KEBUMEN, SM Network – Budidaya lebah klanceng kian greng di bumi Beriman. Kelompok Tani Hutan (KTH) Klanceng Barokah Desa Kalipoh, Kecamatan Ayah, Kebumen pun terus meningkatkan budidaya lebah yang dikenal dengan trigona itu.

Dari semula yang hanya membudidaya 50 kotak / koloni, kini telah mencapai lebih dari 3 ribu koloni. Perkembangan yang kian mantap itu mendapat perhatian serius dari Ketua KTH Klanceng Barokah Muhamad Fatkhul Umam. Kini ia fokus pada kemasan produksi madu klanceng agar menarik dan beragam.

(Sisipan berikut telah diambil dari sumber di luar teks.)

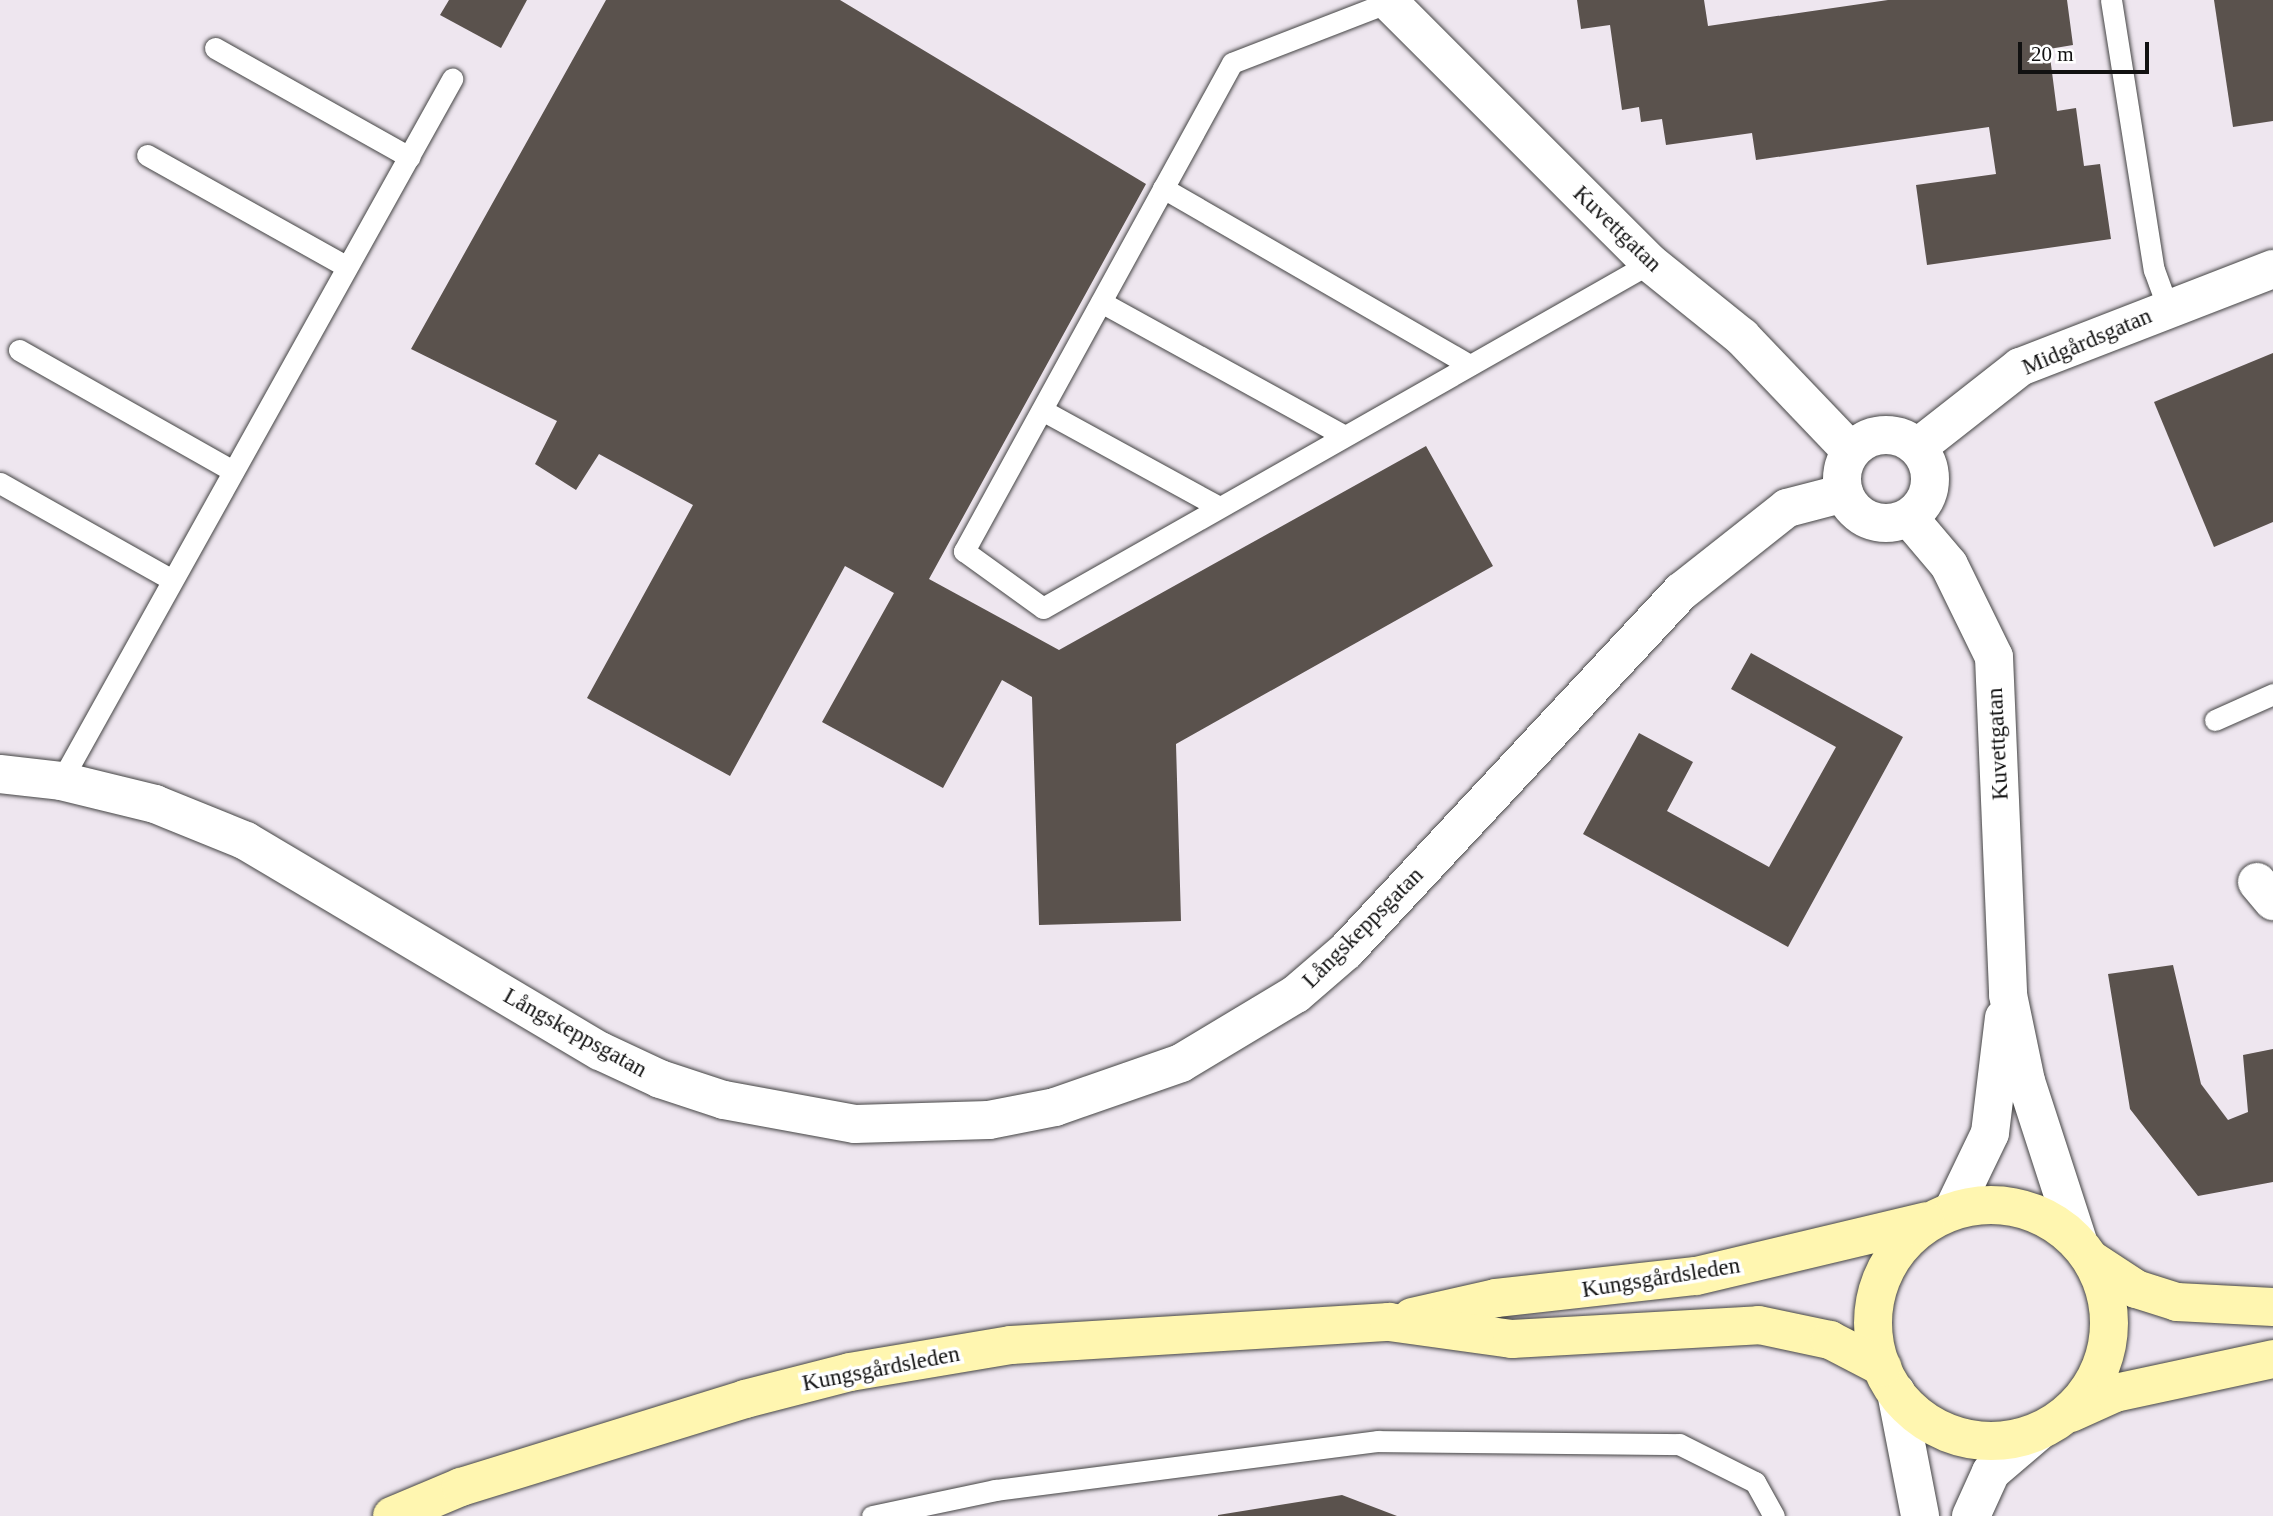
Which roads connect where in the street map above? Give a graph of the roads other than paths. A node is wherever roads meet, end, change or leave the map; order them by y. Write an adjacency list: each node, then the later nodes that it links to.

“Pelatihan tersebut tindak-lanjut dari kegiatan sebelum-sebelumnya,” ucap Umam yang dihubungi Jumat (1/1).

Pelatihan yang diikuti 50 peserta itu diisi oleh praktisi klanceng Deasy Triana dari Poklahsa Harapan Mandiri Desa Demangsari, Kecamatan Ayah. Dalam kesempatan tersebut juga diselingi diskusi yang dipandu oleh Gomet. Tanya jawab berlangsung hangat dengan menerapkan protokol kesehatan pencegahan Covid-19.

Umam mengemukakan, pelatihan tersebut agar kemasan produk madu klanceng dari KTH yang dipimpinnya menarik dan beragam. Menarik yang dimaksudkan mulai dari bungkus hingga desain stikernya. Adapun beragam yaitu volume dan jenisnya.

“Diharapkan dengan kemasan yang dibuat sedemikian apik nanti akan menambah daya tarik dan segmen konsumen. Terutama untuk menyasar kelas menengah ke atas,” ucap Umam.

Diakuinya, madu klanceng menjadi buruan masyarakat. Pihaknya juga kuwalahan untuk melayani permintaan yang sedemikian banyak. Kendati demikian tetap penting dalam pengemasan produk sekaligus untuk meningkatkan nilai jual. Ke depan yang ditambah, selain kualitas dan pengemasan, juga kuantitas.

“Selama ini kita memanfaatkan jejaring serta reseller untuk menjual madu klanceng,” imbuhnya. Selanjutnya Umam mengisahkan awal mula budidaya klanceng yang dilakukan KTH Klanceng Barokah pada 2016 silam. Saat itu yang baru terdapat 15 anggota kelompok, salah satunya dilatih oleh Dinas Kehutanan dan Perkebunan. Kemudian ditularkan kepada anggota lainnya.

Seiring waktu, anggota kelompok yang bertambah menjadi 30 orang itu memiliki ribuan koloni lebah klanceng. Sekali panen, dari 3 ribu lebih koloni klanceng yang dimiliki KTH Klanceng Barokah saat ini mencapai 10 – 20 liter. Madu yang berkhasiat untuk kesehatan dan pengobatan berbagai penyakit itu dikemas menggunakan botol, yang setelahpelaksanaan pelatihan, kemasannya akan dibuat beragam dan menarik.